I haven't looked at Rust in detail, but doesn't the Rust compiler take full control over memory management? I think that is a good idea, but it is at odds with D's general direction.

October 02, 2014
On Thursday, 2 October 2014 at 13:29:58 UTC, Ola Fosheim Grøstad
wrote:
> On Thursday, 2 October 2014 at 11:41:14 UTC, Jacob Carlborg wrote:
>> I haven't really thought how it could be implemented but I was hoping that the caller could magically decide the allocation strategy instead of the callee. It looks like Rust is doing something like that but I haven't looked at it in detail.
>
> I haven't looked at Rust in detail, but doesn't the Rust compiler take full control over memory management? I think that is a good idea, but it is at odds with D's general direction.

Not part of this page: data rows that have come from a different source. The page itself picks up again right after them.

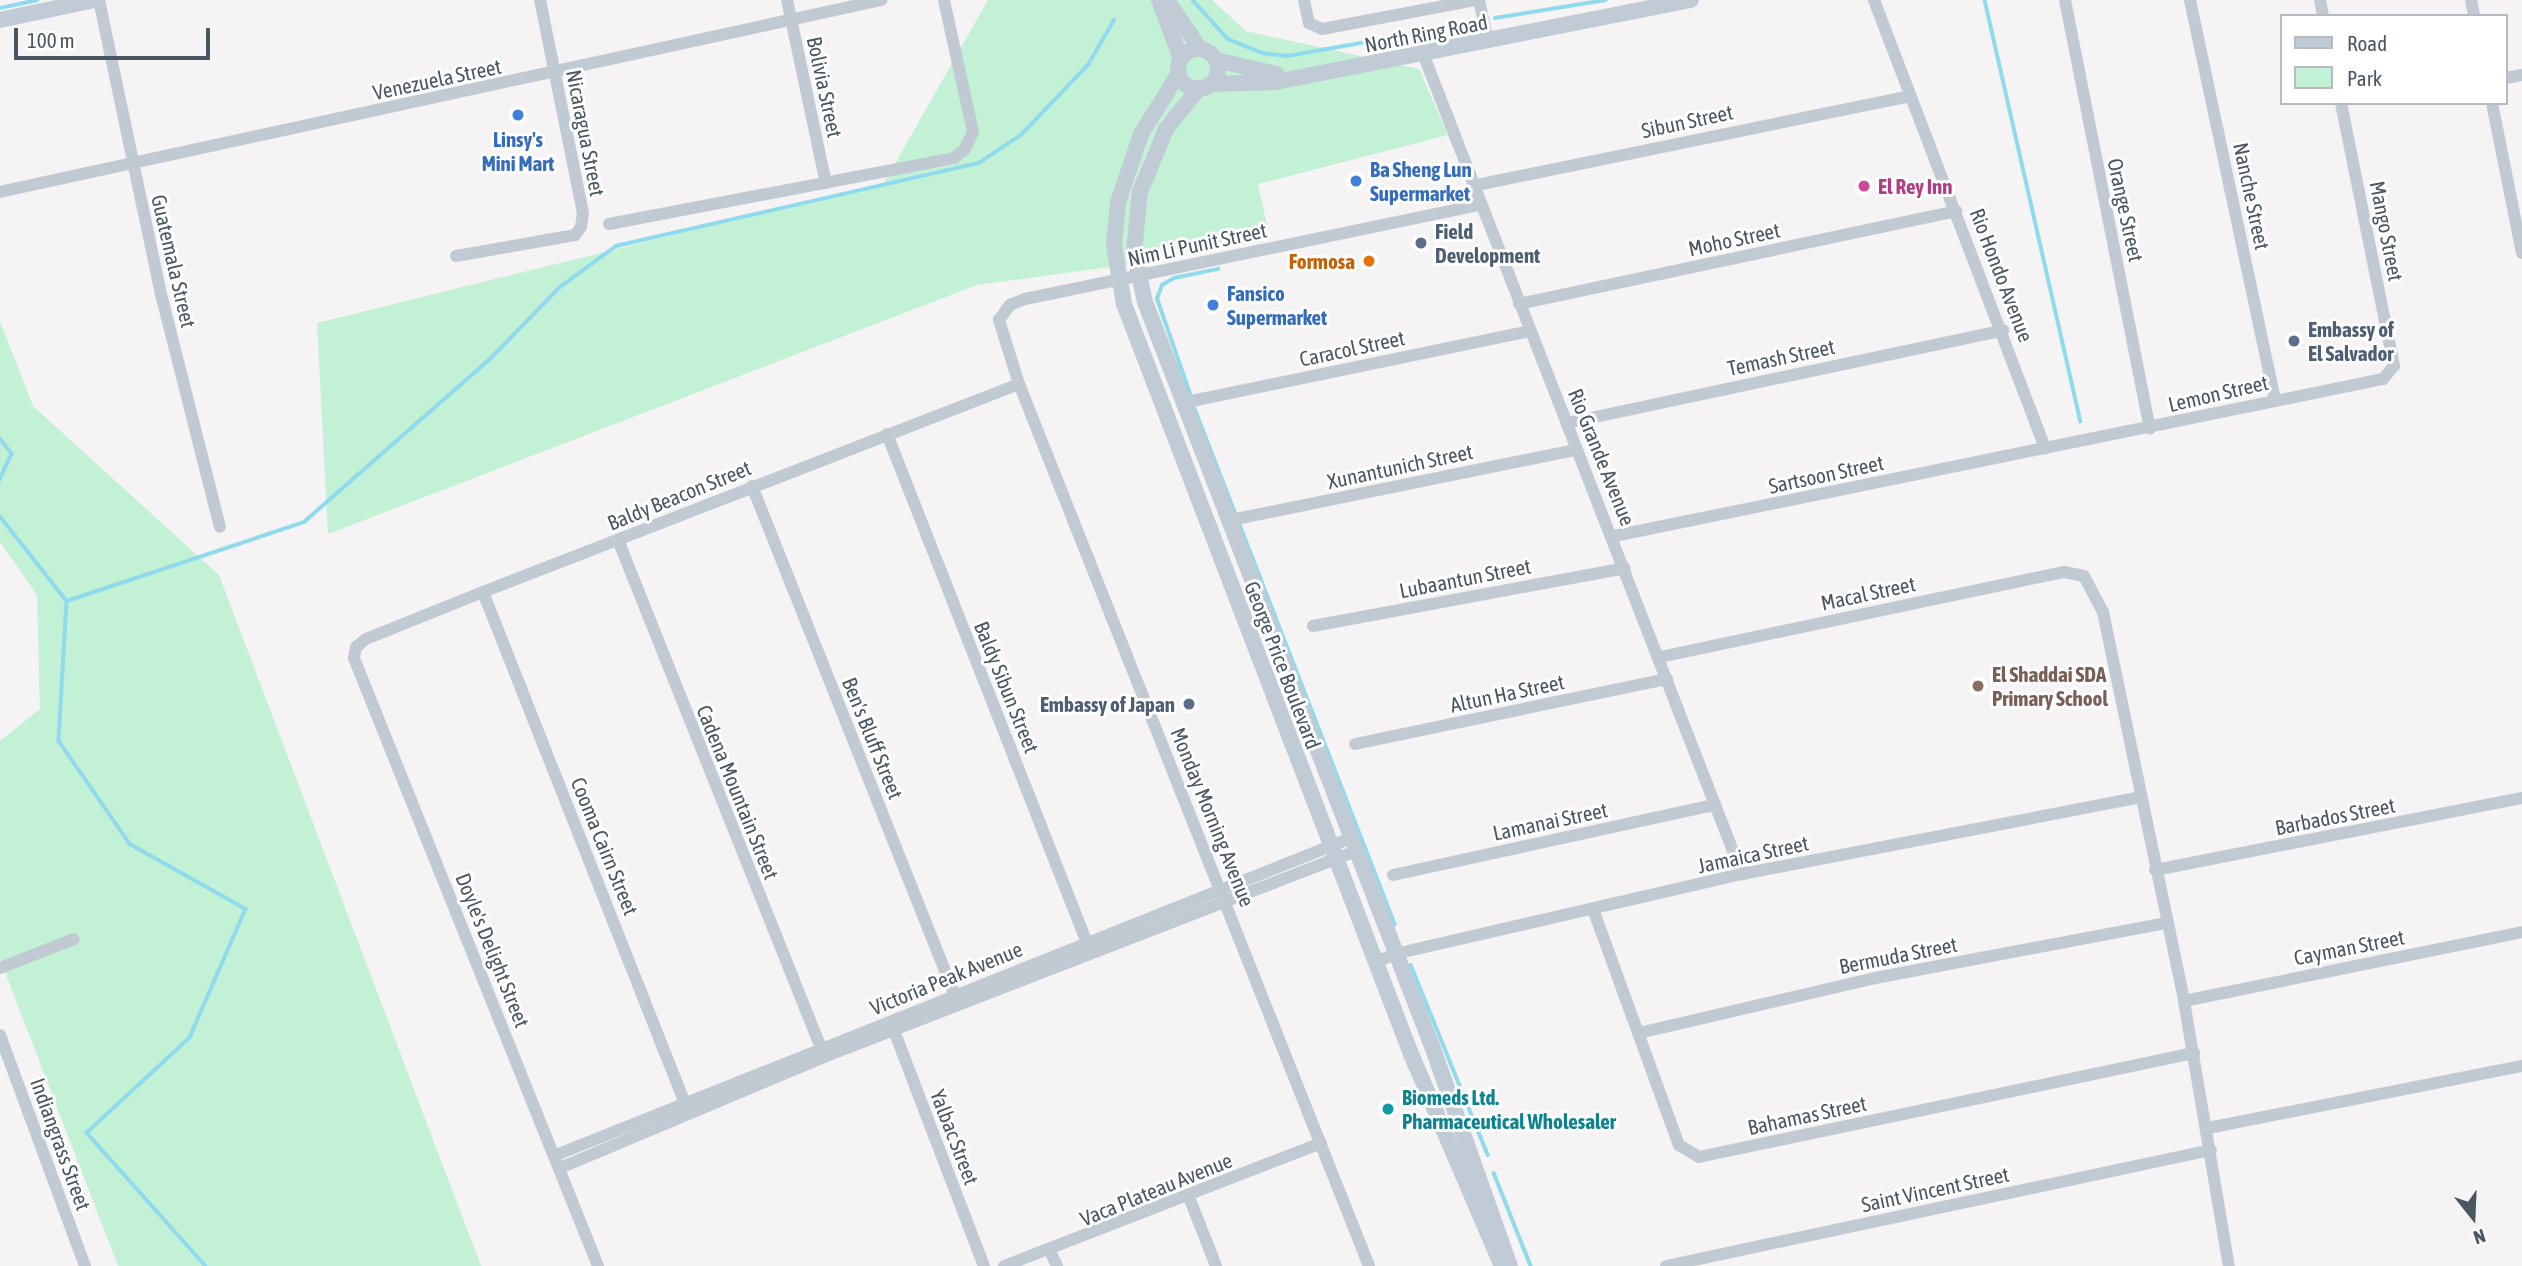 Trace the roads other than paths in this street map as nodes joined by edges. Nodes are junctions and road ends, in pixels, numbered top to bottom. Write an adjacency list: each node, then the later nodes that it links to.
1 (97, 0): 15 (main road); 28 (street, Guatemala Street)
2 (540, 0): 22 (street, Nicaragua Street)
3 (787, 0): 16 (street, Bolivia Street)
4 (881, 0): 16 (street, Venezuela Street)
5 (944, 0): 31 (street)
6 (1159, 0): 21 (main road)
7 (1167, 0): 18 (main road)
8 (1304, 0): 14 (street)
9 (1478, 0): 14 (street); 17 (street)
10 (1692, 0): 17 (main road, North Ring Road)
11 (1874, 0): 25 (street, Rio Hondo Avenue)
12 (2065, 0): 50 (street, Orange Street)
13 (2190, 0): 47 (street, Nanche Street)
14 (1431, 5)
15 (0, 20)
16 (791, 22): 22 (street, Venezuela Street); 31 (street, Bolivia Street)
17 (1488, 42): 19 (main road, North Ring Road)
18 (1200, 49): 20 (main road); 21 (main road)
19 (1424, 56): 23 (main road, North Ring Road); 32 (street, Rio Grande Avenue)
20 (1216, 60): 23 (main road, North Ring Road); 24 (main road)
21 (1180, 66): 24 (main road); 29 (main road, George Price Boulevard)
22 (555, 73): 28 (street, Venezuela Street); 39 (street, Nicaragua Street)
23 (1292, 78): 24 (main road, North Ring Road)
24 (1205, 86): 30 (main road, George Price Boulevard)
25 (1909, 96): 32 (street, Sibun Street); 35 (street, Rio Hondo Avenue)
26 (2341, 105): 45 (street, Mango Street)
27 (2492, 105): 36 (street)
28 (132, 162): 33 (street, Venezuela Street); 56 (street, Guatemala Street)
29 (1127, 171): 30 (main road); 41 (main road, George Price Boulevard)
30 (1145, 175): 40 (main road, George Price Boulevard)
31 (827, 183): 37 (street)
32 (1472, 186): 34 (street, Rio Grande Avenue)
33 (0, 192)
34 (1478, 205): 40 (street, Nim Li Punit Street); 42 (street, Rio Grande Avenue)
35 (1956, 211): 42 (street, Moho Street); 43 (street, Rio Hondo Avenue)
36 (2518, 214): 38 (street)
37 (609, 224)
38 (2522, 253)
39 (456, 256)
40 (1139, 276): 41 (street, Nim Li Punit Street); 48 (main road, George Price Boulevard)
41 (1118, 280): 46 (street, Nim Li Punit Street); 62 (main road, George Price Boulevard)
42 (1519, 304): 44 (street, Rio Grande Avenue)
43 (2003, 330): 49 (street, Temash Street); 52 (street, Rio Hondo Avenue)
44 (1530, 331): 48 (street, Caracol Street); 49 (street, Rio Grande Avenue)
45 (2394, 366): 47 (street, Lemon Street)
46 (1020, 384): 51 (street, Baldy Beacon Street); 76 (street, Monday Morning Avenue)
47 (2275, 400): 50 (street, Lemon Street)
48 (1182, 403): 61 (main road, George Price Boulevard)
49 (1567, 423): 53 (street, Rio Grande Avenue)
50 (2150, 429): 52 (street, Lemon Street)
51 (887, 434): 54 (street, Baldy Beacon Street); 81 (street, Baldy Sibun Street)
52 (2045, 448): 57 (street, Sartsoon Street)
53 (1576, 450): 55 (street, Xunantunich Street); 57 (street, Rio Grande Avenue)
54 (752, 486): 58 (street, Baldy Beacon Street); 85 (street, Ben's Bluff Street)
55 (1231, 520)
56 (220, 527)
57 (1614, 536): 59 (street, Rio Grande Avenue)
58 (618, 540): 60 (street, Baldy Beacon Street); 90 (street, Cadena Mountain Street)
59 (1625, 568): 63 (street, Lubaantun Street); 65 (street, Rio Grande Avenue)
60 (483, 592): 64 (street, Baldy Beacon Street); 93 (street, Cooma Cairn Street)
61 (1262, 610): 62 (main road); 71 (main road, George Price Boulevard)
62 (1242, 617): 72 (main road, George Price Boulevard)
63 (1312, 626)
64 (356, 648): 97 (street, Doyle's Delight Street)
65 (1660, 657): 66 (street, Rio Grande Avenue); 68 (street, Macal Street)
66 (1667, 679): 67 (street, Altun Ha Street); 70 (street, Rio Grande Avenue)
67 (1355, 744)
68 (2141, 797): 73 (street); 74 (street, Jamaica Street)
69 (2522, 798): 73 (street, Barbados Street)
70 (1715, 805): 74 (street, Rio Grande Avenue); 75 (street, Lamanai Street)
71 (1354, 845): 72 (street, Victoria Peak Avenue); 82 (main road, George Price Boulevard)
72 (1334, 852): 76 (street, Victoria Peak Avenue); 83 (main road, George Price Boulevard)
73 (2155, 870): 78 (street)
74 (1742, 874): 77 (street, Jamaica Street)
75 (1393, 875)
76 (1224, 896): 81 (street, Victoria Peak Avenue); 95 (street, Monday Morning Avenue)
77 (1593, 909): 82 (street, Jamaica Street); 88 (street, Bahamas Street)
78 (2167, 923): 86 (street); 88 (street, Bermuda Street)
79 (2522, 932): 86 (street, Cayman Street)
80 (74, 939): 84 (street)
81 (1090, 948): 85 (street, Victoria Peak Avenue)
82 (1395, 954): 83 (street, Jamaica Street); 109 (main road, George Price Boulevard)
83 (1376, 962): 108 (main road, George Price Boulevard)
84 (0, 968)
85 (957, 999): 87 (street, Victoria Peak Avenue)
86 (2184, 1001): 91 (street)
87 (893, 1027): 90 (street, Victoria Peak Avenue); 103 (street, Yalbac Street)
88 (1639, 1033): 91 (street, Bahamas Street)
89 (0, 1035): 101 (street, Indiangrass Street)
90 (822, 1053): 93 (street, Victoria Peak Avenue)
91 (2194, 1053): 94 (street)
92 (2522, 1066): 94 (street)
93 (687, 1109): 97 (street, Victoria Peak Avenue)
94 (2208, 1128): 96 (street)
95 (1321, 1143): 98 (street, Vaca Plateau Avenue); 107 (street, Monday Morning Avenue)
96 (2211, 1150): 100 (street, Saint Vincent Street); 111 (street)
97 (558, 1162): 102 (street, Doyle's Delight Street)
98 (1189, 1197): 99 (street, Vaca Plateau Avenue); 106 (street)
99 (1051, 1251): 104 (street, Vaca Plateau Avenue); 105 (street)
100 (1690, 1264): 110 (street, Saint Vincent Street)
101 (85, 1266)
102 (598, 1266)
103 (984, 1266)
104 (1004, 1266)
105 (1057, 1266)
106 (1216, 1266)
107 (1369, 1266)
108 (1502, 1266)
109 (1510, 1266)
110 (1666, 1266)
111 (2229, 1266)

Rust makes use of the type system and the borrow checker to
validate how the pointers are being used.

The usual errors when dealing with pointers are compile time
errors in Rust.

--
Paulo
October 02, 2014
On Thursday, 2 October 2014 at 18:52:18 UTC, Paulo Pinto wrote:
> Rust makes use of the type system and the borrow checker to
> validate how the pointers are being used.
>
> The usual errors when dealing with pointers are compile time
> errors in Rust.

They constrain usage so that you cannot share mutable objects. It is described in reasonable high level here:

http://doc.rust-lang.org/0.11.0/rust.html#memory-and-concurrency-models

But is sketchy on implementation details, semantic restrictions that follows and consequences when interacting with foreign code etc.
October 02, 2014
On Thursday, 2 October 2014 at 19:45:17 UTC, Ola Fosheim Grøstad wrote:
> But is sketchy on implementation details, semantic restrictions that follows and consequences when interacting with foreign code etc.

Some Rust details. «sendable» means that a reference can be transferred to another thread (or task/fiber/whatever).

From http://doc.rust-lang.org/std/gc/ :

«The Gc type provides shared ownership of an immutable value. Destruction is not deterministic, and will occur some time between every Gc handle being gone and the end of the task. The garbage collector is task-local so Gc<T> is not sendable.»

From http://doc.rust-lang.org/std/rc/index.html :

«The Rc type provides shared ownership of an immutable value. Destruction is deterministic, and will occur as soon as the last owner is gone. It is marked as non-sendable because it avoids the overhead of atomic reference counting.

The downgrade method can be used to create a non-owning Weak pointer to the box. A Weak pointer can be upgraded to an Rc pointer, but will return None if the value has already been freed.»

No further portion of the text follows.